Excellent post! Money and risk management is an important key to successful trading.
Doug in ATL

Unknown said...

the beast....

monthly SPX from Jan '95 to present.

Nice post.

-Mike

ROB G said...

smiddywesson
i know how important it is to manage risk and use money management, but how does one learn these techniques. i asked this question 2 weeks ago on this board and someone told me to read high probabilty trading chapter 9. well i got the book but still dont understand the best way to use stops. it says there are percentage , money and time stops. if i just trade equities what do you think the best stop is to use? i understand i have to place stops below the normal market movement in a security but how does one tell what that is? i have been investing for years but realize buy and hold is dead and want to be a better trader. i subscribe to market club and just started using there triangles but feel im getting shaken out of trades that eventualy start to work. any thought are much appreciated.

rob g

A said...

Rob: If you are using Market Club's Triangles, you have an automatic built-in stop with the Triangle logic.
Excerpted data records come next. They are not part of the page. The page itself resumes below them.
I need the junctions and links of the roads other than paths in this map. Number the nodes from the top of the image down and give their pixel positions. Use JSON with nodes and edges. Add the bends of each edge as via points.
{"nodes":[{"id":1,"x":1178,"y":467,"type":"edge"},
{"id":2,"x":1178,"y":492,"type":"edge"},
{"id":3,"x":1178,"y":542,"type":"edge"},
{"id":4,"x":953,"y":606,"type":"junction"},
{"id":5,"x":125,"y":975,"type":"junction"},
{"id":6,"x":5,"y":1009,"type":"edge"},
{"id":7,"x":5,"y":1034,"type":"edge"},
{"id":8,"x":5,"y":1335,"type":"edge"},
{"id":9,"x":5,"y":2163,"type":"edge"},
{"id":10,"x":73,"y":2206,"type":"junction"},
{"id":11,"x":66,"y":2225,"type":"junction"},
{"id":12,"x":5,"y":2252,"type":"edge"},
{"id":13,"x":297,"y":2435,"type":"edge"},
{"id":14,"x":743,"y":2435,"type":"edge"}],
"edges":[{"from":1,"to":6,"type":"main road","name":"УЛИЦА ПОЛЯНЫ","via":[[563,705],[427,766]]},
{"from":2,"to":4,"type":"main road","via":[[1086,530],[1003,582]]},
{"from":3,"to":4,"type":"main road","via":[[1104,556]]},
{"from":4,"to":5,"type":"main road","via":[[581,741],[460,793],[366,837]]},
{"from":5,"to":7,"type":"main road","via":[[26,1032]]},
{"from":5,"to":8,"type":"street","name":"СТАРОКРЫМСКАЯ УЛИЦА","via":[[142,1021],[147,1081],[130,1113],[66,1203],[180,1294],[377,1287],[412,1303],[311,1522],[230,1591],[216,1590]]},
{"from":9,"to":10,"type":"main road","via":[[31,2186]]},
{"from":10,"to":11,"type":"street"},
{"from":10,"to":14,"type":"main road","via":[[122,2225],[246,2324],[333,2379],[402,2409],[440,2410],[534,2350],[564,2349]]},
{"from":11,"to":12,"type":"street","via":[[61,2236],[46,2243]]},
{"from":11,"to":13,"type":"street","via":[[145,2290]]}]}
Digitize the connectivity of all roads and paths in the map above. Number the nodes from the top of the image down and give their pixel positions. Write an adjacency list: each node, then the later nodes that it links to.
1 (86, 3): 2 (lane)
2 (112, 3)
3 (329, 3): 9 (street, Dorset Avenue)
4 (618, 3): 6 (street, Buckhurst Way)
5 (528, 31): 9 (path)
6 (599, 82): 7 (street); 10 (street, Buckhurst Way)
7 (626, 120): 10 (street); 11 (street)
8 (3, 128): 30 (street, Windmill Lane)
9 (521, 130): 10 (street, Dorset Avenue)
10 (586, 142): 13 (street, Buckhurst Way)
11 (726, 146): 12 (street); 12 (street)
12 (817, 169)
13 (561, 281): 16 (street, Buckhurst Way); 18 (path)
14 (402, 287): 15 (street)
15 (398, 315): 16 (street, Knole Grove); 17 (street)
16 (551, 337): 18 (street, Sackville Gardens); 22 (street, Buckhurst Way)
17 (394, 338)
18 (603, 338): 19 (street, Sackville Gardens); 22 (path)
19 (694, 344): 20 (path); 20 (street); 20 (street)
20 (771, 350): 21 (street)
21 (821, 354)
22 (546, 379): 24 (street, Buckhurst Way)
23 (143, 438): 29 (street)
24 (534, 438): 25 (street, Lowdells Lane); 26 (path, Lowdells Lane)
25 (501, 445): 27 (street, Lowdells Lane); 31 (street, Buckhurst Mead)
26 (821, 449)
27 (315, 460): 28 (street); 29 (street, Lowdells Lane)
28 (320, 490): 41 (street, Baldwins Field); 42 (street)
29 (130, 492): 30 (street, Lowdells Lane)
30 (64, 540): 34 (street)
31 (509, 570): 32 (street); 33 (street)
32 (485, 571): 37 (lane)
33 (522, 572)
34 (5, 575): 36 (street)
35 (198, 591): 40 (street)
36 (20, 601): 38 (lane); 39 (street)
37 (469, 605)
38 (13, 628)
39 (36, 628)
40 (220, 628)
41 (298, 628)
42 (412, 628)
If that is too far a stop for you, my suggestion os to drill down one time frame at a time to find a more comfortable stop. Thus if you are using Weekly signals to enter, use Daily signals for exits and re-entries. You can do this on intraday time frames as well, although as of now, Market Club doesn't have those automatic intraday triangles, you have to manually apply a "three-period high/low" threshold for whatever time frame you would like as your stop generator.

In all my years of system trading, I have found that stops degrade performance, without exception. That is one reason I tend to gravitate toward trading systems that are designed around built-in stop/reverse levels so that the underlying logic of the methodology is your reason for exiting, not an arbitrary risk management level.

Anonymous said...

Boy was that a long and useless post. I wish I had those 5 minutes of my life back.

-Kick

Anonymous said...

Kick, do you donate to Allan's blog ???

Unknown said...

excellent info Allan.

thanks for posting.

let the tool do the work....

-Mike

Anonymous said...

Kick: you have made it clear that this blog and methods discussed here are worthless to you. So you made a conscious effort to come here, read the post and waste your 5 minutes. They were your 5 minutes...own something or your actions.

abot said...

"In all my years of system trading, I have found that stops degrade performance, without exception. That is one reason I tend to gravitate toward trading systems that are designed around built-in stop/reverse levels so that the underlying logic of the methodology is your reason for exiting, not an arbitrary risk management level. "

Nicee!

Anonymous said...

My shorts get lit up like a Christmas tree ...

I have to take off my shorts if it gets any hotter ...

Unknown said...

what is going on with NNVC allan? where is the pr? the stock price continues to decline. are you holding?

Anonymous said...

are we flipping back to buy yet ???

PENN STATE Eric said...

Kick:

Your father should have 'pulled out' of the dog earlier.

Unknown said...

RE: Your response to the MarketClub question.

I also am a user of marketclub and I was curious as to what exactly you meant by "automatic built-in stop with the Triangle logic." Do you mean waiting for a daily/weekly/monthly red triangle? If so, which one? I am also somewhat confused as to how I should technically evaluate the triangles to determine the stops I should put in prior to entering the trade.

I know you aren't paid by MarketClub to do customer service, but you seem like a nice dude, so I figured it was worth a shot for a newbie to ask a question of a veteran.